Three current building blocks of tissue engineering to advance the beta cell replacement therapy for patients with T1D are (1) alternative beta cell sources and supporting cells to generate insulin-producing organoids, (2) scaffolds or devices for homing the cells, and (3) identifying a suitable implantation site (Fig. 1). Despite of the extensive development for generating IPCs, these cells do not yet fully resemble native human islet function. More research needs to be conducted to understand the intricacies of the glucose regulation and the crosstalk between different cell types in a native islet, as it will provide vital knowledge for maturation of the generated IPCs [166, 167]. Bioengineering of insulin-producing organoids with IPCs and supporting cells is a promising step to improve maturity and intra-vascularization of these organoids. However, upscaling methods to differentiate IPCs and also expand IPCs and supporting cells to the required number for clinical applications are costly and labor intensive [168]. In addition, various analyses need to be performed to increase the safety of the produced cells, which add up to the cost and the needed time to have the cells applicable for clinical purposes [169].

Macroencapsulation devices have become an attractive strategy for clinical applications, as they can contain the curative cell dose for diabetic patients. Having the cells in a close contact within these device is suggested to be a vital factor for optimal blood glucose regulation [115]. Encapsulation as a method helps to immune-protect cells from the host environment. However, the limitations of this method are poor vascularization and nutrient exchange that need to be solved for optimal device function. For example, devices with permeable membrane structures that allow in-growth of vessels into the device can strongly aid with the graft function. Nevertheless, development of a device that would have these two most desired qualities, (i) an immune-protective membrane and (ii) viability promoting qualities, is yet to be discovered. Optimal insulin-producing graft function is also dependent on the biocompatibility of the materials used to develop potential devices. Synthetic biomaterials have optimal and defined mechanical properties but lack the biocompatibility aspect. On the other hand, natural biomaterial hydrogels and ECM-derived proteins and cues have excellent biocompatibility and regenerative capacity to support cell function but these lack mechanical tunability and robustness. These two strategies as combined and mixed with cells could potentially provide excellent opportunities to develop suitable, stable, and biocompatible functional islet devices [170,171,172]. Foreign body responses and fibrosis compromise the functionality of the devices for insulin-producing cells. Understanding not only the chemical properties of biomaterials but also the molecular biology and cell signaling pathways behind fibrosis post-implantation could lift up our knowledge to bioengineer more biocompatible devices [173, 174].

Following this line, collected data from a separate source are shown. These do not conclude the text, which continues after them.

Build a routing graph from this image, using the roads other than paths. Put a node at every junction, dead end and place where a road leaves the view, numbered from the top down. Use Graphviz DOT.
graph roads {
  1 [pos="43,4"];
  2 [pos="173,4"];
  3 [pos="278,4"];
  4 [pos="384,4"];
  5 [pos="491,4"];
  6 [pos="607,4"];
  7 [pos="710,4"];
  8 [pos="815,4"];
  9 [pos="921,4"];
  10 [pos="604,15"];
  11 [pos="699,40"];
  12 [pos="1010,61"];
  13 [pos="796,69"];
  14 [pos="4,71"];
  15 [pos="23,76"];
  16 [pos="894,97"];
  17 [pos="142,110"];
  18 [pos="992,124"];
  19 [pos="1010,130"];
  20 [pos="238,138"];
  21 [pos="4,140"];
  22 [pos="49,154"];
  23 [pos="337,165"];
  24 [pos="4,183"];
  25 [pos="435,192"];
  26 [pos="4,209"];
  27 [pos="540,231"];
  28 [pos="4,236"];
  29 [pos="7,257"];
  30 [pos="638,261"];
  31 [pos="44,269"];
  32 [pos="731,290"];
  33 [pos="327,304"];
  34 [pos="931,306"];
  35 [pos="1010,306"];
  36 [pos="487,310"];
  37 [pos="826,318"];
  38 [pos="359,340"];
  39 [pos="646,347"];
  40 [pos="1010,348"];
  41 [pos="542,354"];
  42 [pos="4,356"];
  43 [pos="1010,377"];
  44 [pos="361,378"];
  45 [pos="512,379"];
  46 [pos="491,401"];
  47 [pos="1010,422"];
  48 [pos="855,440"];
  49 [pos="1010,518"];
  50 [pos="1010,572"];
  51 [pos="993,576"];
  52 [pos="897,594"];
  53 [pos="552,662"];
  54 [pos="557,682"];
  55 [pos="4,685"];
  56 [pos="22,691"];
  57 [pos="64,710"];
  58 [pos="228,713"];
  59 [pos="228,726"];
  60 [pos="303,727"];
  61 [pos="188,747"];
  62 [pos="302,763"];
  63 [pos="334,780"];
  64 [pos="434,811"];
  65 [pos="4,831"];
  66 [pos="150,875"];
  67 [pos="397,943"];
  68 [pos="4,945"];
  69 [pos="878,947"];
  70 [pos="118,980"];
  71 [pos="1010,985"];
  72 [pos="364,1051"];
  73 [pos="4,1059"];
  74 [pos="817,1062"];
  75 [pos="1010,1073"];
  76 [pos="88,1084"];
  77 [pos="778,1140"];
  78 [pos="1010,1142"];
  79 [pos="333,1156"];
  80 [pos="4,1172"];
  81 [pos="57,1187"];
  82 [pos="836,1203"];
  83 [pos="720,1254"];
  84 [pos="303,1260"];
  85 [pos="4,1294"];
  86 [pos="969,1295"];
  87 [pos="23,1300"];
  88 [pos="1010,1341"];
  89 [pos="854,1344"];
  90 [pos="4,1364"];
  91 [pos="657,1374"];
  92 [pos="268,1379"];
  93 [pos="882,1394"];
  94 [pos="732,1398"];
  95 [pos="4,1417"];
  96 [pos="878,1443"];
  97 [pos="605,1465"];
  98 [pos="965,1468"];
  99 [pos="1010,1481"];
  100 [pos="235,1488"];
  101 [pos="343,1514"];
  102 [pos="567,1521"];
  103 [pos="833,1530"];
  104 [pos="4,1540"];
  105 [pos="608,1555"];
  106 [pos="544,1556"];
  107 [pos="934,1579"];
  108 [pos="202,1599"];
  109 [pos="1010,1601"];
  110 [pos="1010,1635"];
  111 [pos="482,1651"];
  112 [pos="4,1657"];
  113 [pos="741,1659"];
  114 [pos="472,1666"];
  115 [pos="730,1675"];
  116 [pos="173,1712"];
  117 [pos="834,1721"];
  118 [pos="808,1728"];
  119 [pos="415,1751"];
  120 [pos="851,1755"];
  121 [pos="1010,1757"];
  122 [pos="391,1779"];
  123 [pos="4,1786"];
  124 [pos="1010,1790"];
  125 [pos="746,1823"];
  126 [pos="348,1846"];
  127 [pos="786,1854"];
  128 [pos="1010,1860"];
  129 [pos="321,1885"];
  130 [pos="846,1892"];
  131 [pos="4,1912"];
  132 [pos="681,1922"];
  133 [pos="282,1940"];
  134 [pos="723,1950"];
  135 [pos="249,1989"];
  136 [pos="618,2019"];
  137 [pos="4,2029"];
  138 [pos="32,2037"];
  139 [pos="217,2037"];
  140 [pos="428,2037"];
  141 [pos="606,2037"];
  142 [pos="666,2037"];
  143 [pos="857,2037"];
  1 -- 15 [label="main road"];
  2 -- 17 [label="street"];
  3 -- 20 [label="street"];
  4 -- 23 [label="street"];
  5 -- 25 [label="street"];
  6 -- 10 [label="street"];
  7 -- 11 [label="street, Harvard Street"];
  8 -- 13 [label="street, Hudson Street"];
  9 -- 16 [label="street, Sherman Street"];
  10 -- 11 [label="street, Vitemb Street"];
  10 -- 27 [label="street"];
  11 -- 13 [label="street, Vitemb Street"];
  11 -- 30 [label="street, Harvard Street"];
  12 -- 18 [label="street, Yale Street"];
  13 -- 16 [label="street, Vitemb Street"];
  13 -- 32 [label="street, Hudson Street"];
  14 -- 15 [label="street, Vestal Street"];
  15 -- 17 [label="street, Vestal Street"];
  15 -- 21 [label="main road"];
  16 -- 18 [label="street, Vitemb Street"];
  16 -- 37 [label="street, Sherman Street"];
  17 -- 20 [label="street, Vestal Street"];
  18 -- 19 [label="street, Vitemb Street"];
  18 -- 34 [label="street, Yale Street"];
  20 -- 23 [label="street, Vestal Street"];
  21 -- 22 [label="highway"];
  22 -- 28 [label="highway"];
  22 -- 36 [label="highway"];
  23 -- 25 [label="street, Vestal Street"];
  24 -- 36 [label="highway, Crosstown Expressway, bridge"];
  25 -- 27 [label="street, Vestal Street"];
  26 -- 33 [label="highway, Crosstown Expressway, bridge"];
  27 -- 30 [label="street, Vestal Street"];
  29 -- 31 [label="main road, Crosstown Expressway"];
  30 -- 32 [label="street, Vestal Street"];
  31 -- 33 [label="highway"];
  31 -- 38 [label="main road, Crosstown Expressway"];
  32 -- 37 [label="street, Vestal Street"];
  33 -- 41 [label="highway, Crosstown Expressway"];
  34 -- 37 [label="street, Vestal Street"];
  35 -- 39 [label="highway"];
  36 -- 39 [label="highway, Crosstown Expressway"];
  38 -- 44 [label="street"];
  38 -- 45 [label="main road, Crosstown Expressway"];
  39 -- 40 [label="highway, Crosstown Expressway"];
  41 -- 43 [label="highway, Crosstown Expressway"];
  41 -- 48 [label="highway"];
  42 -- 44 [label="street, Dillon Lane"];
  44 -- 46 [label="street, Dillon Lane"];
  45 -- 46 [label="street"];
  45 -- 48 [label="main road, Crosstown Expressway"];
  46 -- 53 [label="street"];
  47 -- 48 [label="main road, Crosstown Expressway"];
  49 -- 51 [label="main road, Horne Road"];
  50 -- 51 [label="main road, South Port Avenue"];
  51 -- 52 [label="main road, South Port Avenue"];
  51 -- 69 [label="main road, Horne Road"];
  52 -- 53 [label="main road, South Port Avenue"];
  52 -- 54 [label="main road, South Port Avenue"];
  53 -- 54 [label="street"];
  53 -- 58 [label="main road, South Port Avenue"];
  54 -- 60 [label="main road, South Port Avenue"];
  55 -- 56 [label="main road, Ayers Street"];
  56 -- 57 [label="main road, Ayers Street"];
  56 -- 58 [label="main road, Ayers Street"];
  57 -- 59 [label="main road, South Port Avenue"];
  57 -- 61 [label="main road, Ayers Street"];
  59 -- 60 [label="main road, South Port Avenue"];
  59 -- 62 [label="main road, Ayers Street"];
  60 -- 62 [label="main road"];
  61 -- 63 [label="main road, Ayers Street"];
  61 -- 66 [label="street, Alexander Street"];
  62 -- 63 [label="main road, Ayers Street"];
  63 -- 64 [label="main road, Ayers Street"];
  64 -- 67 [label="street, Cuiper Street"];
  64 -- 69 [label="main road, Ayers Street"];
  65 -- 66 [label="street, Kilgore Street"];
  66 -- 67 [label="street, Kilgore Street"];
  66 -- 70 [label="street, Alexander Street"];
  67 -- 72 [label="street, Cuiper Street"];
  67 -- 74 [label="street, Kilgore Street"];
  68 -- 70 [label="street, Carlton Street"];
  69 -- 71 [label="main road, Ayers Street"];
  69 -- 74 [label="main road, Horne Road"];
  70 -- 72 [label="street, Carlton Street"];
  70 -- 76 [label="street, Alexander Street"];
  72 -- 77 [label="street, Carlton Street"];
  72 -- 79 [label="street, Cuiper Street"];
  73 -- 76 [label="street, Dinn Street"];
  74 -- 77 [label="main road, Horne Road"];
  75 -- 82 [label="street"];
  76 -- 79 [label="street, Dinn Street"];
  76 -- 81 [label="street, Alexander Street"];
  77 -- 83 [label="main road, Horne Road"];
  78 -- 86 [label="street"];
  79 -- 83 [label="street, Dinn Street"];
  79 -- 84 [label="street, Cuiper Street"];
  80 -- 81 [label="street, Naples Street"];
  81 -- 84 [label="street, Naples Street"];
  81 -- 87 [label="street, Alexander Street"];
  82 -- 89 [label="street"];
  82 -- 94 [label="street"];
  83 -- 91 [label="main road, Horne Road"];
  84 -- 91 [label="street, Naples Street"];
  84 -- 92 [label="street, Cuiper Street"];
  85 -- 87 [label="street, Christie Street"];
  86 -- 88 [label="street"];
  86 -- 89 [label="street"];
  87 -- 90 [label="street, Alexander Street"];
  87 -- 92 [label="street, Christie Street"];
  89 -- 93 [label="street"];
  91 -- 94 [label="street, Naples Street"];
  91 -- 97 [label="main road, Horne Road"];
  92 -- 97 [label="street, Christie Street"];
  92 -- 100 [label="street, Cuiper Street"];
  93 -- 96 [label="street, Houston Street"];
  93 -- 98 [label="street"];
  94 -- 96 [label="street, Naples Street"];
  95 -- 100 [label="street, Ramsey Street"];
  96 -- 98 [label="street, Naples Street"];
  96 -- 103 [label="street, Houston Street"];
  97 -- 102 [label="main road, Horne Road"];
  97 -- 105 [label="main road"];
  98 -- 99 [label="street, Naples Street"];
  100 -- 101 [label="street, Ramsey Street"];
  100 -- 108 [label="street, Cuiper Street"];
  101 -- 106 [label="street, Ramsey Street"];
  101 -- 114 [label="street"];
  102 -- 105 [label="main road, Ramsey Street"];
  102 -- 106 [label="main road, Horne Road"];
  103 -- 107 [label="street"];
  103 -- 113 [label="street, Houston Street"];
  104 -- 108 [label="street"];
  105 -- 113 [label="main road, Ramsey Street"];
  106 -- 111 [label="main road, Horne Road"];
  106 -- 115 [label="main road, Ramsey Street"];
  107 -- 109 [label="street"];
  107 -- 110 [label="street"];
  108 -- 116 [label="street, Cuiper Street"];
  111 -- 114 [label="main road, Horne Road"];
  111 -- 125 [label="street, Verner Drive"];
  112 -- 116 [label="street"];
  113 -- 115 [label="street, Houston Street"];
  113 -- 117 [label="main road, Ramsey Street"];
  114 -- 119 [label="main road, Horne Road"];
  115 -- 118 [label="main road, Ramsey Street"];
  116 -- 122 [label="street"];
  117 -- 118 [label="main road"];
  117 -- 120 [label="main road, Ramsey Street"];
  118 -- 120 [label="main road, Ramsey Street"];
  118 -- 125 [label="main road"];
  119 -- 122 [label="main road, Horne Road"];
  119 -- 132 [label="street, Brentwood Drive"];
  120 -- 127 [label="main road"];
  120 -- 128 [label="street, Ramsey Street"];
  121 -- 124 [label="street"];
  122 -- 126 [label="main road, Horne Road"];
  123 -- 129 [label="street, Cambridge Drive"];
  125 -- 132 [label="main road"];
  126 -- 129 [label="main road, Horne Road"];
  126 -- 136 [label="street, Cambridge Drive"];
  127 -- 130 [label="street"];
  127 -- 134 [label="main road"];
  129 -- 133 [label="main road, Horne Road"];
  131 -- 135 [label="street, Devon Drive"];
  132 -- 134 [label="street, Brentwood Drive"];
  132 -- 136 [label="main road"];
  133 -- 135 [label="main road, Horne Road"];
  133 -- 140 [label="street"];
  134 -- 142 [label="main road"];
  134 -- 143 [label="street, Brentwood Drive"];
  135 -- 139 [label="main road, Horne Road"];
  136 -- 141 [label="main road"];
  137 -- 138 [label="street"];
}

In this review, we have discussed the central elements of the tissue engineering field for generating artificial pancreas. The progress in the development of these strategies to engineer islet devices that would mimic the functions of an endocrine pancreas has made enormous steps in the recent years. All three building blocks of tissue engineering that we have discussed in this review need to come together in order to have a fully functional, safe, and translatable islet or insulin-producing organoid device for clinical beta cell replacement therapy.